Have Earnings And Dividends Been Growing?
Stocks in companies that generate sustainable earnings growth often make the best dividend prospects, as it is easier to lift the dividend when earnings are rising. If earnings fall far enough, the company could be forced to cut its dividend. Fortunately for readers, Ebix’s earnings per share have been growing at 14% a year for the past five years. The company has managed to grow earnings at a rapid rate, while reinvesting most of the profits within the business. This will make it easier to fund future growth efforts and we think this is an attractive combination – plus the dividend can always be increased later.
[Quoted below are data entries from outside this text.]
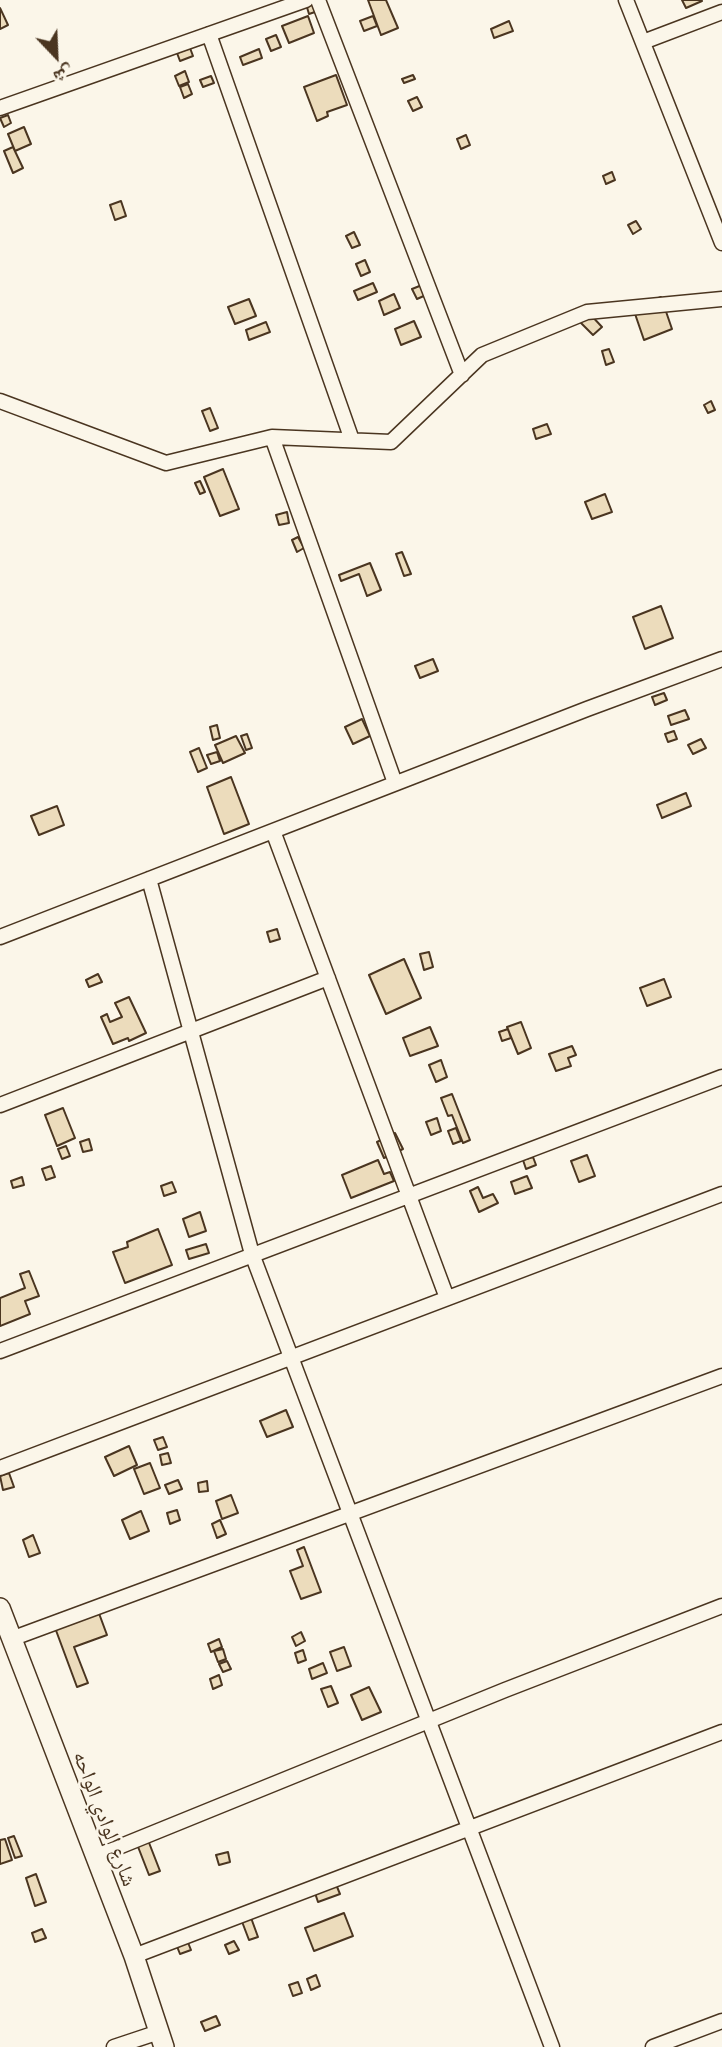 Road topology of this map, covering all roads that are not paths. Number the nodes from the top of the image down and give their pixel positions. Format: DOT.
graph roads {
  1 [pos="306,0"];
  2 [pos="318,0"];
  3 [pos="626,0"];
  4 [pos="722,12"];
  5 [pos="209,34"];
  6 [pos="643,42"];
  7 [pos="0,108"];
  8 [pos="722,243"];
  9 [pos="722,299"];
  10 [pos="462,374"];
  11 [pos="0,401"];
  12 [pos="272,438"];
  13 [pos="352,440"];
  14 [pos="722,659"];
  15 [pos="395,783"];
  16 [pos="273,831"];
  17 [pos="149,879"];
  18 [pos="0,937"];
  19 [pos="328,978"];
  20 [pos="191,1031"];
  21 [pos="722,1077"];
  22 [pos="0,1105"];
  23 [pos="722,1194"];
  24 [pos="409,1195"];
  25 [pos="252,1254"];
  26 [pos="447,1298"];
  27 [pos="0,1352"];
  28 [pos="291,1358"];
  29 [pos="722,1376"];
  30 [pos="0,1468"];
  31 [pos="350,1514"];
  32 [pos="722,1606"];
  33 [pos="0,1608"];
  34 [pos="11,1639"];
  35 [pos="428,1720"];
  36 [pos="722,1732"];
  37 [pos="469,1827"];
  38 [pos="94,1857"];
  39 [pos="134,1956"];
  40 [pos="722,2021"];
  41 [pos="162,2040"];
  42 [pos="114,2047"];
  43 [pos="552,2047"];
  44 [pos="653,2047"];
  1 -- 5 [label="street"];
  2 -- 10 [label="street"];
  3 -- 6 [label="street"];
  4 -- 6 [label="street"];
  5 -- 7 [label="street"];
  5 -- 13 [label="street"];
  6 -- 8 [label="street"];
  9 -- 10 [label="street"];
  10 -- 13 [label="street"];
  11 -- 12 [label="street"];
  12 -- 13 [label="street"];
  12 -- 15 [label="street"];
  14 -- 15 [label="street"];
  15 -- 16 [label="street"];
  16 -- 17 [label="street"];
  16 -- 19 [label="street"];
  17 -- 18 [label="street"];
  17 -- 20 [label="street"];
  19 -- 20 [label="street"];
  19 -- 24 [label="street"];
  20 -- 22 [label="street"];
  20 -- 25 [label="street"];
  21 -- 24 [label="street"];
  23 -- 26 [label="street"];
  24 -- 25 [label="street"];
  24 -- 26 [label="street"];
  25 -- 27 [label="street"];
  25 -- 28 [label="street"];
  26 -- 28 [label="street"];
  28 -- 30 [label="street"];
  28 -- 31 [label="street"];
  29 -- 31 [label="street"];
  31 -- 34 [label="street"];
  31 -- 35 [label="street"];
  32 -- 35 [label="street"];
  33 -- 34 [label="main road, شارع الوادي الواحه"];
  34 -- 38 [label="main road, شارع الوادي الواحه"];
  35 -- 37 [label="street"];
  35 -- 38 [label="street"];
  36 -- 37 [label="street"];
  37 -- 39 [label="street"];
  37 -- 43 [label="street"];
  38 -- 39 [label="main road, شارع الوادي الواحه"];
  39 -- 41 [label="main road, شارع الوادي الواحه"];
  40 -- 44 [label="street"];
  41 -- 42 [label="street"];
}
The main way most investors will assess a company’s dividend prospects is by checking the historical rate of dividend growth. Since the start of our data, eight years ago, Ebix has lifted its dividend by approximately 8.2% a year on average. It’s encouraging to see the company lifting dividends while earnings are growing, suggesting at least some corporate interest in rewarding shareholders.
Should investors buy Ebix for the upcoming dividend? It’s great that Ebix is growing earnings per share while simultaneously paying out a low percentage of both its earnings and cash flow. It’s disappointing to see the dividend has been cut at least once in the past, but as things stand now, the low payout ratio suggests a conservative approach to dividends, which we like. Ebix looks solid on this analysis overall, and we’d definitely consider investigating it more closely.
Wondering what the future holds for Ebix? See what the four analysts we track are forecasting, with this visualisation of its historical and future estimated earnings and cash flow
If you’re in the market for dividend stocks, we recommend checking our list of top dividend stocks with a greater than 2% yield and an upcoming dividend.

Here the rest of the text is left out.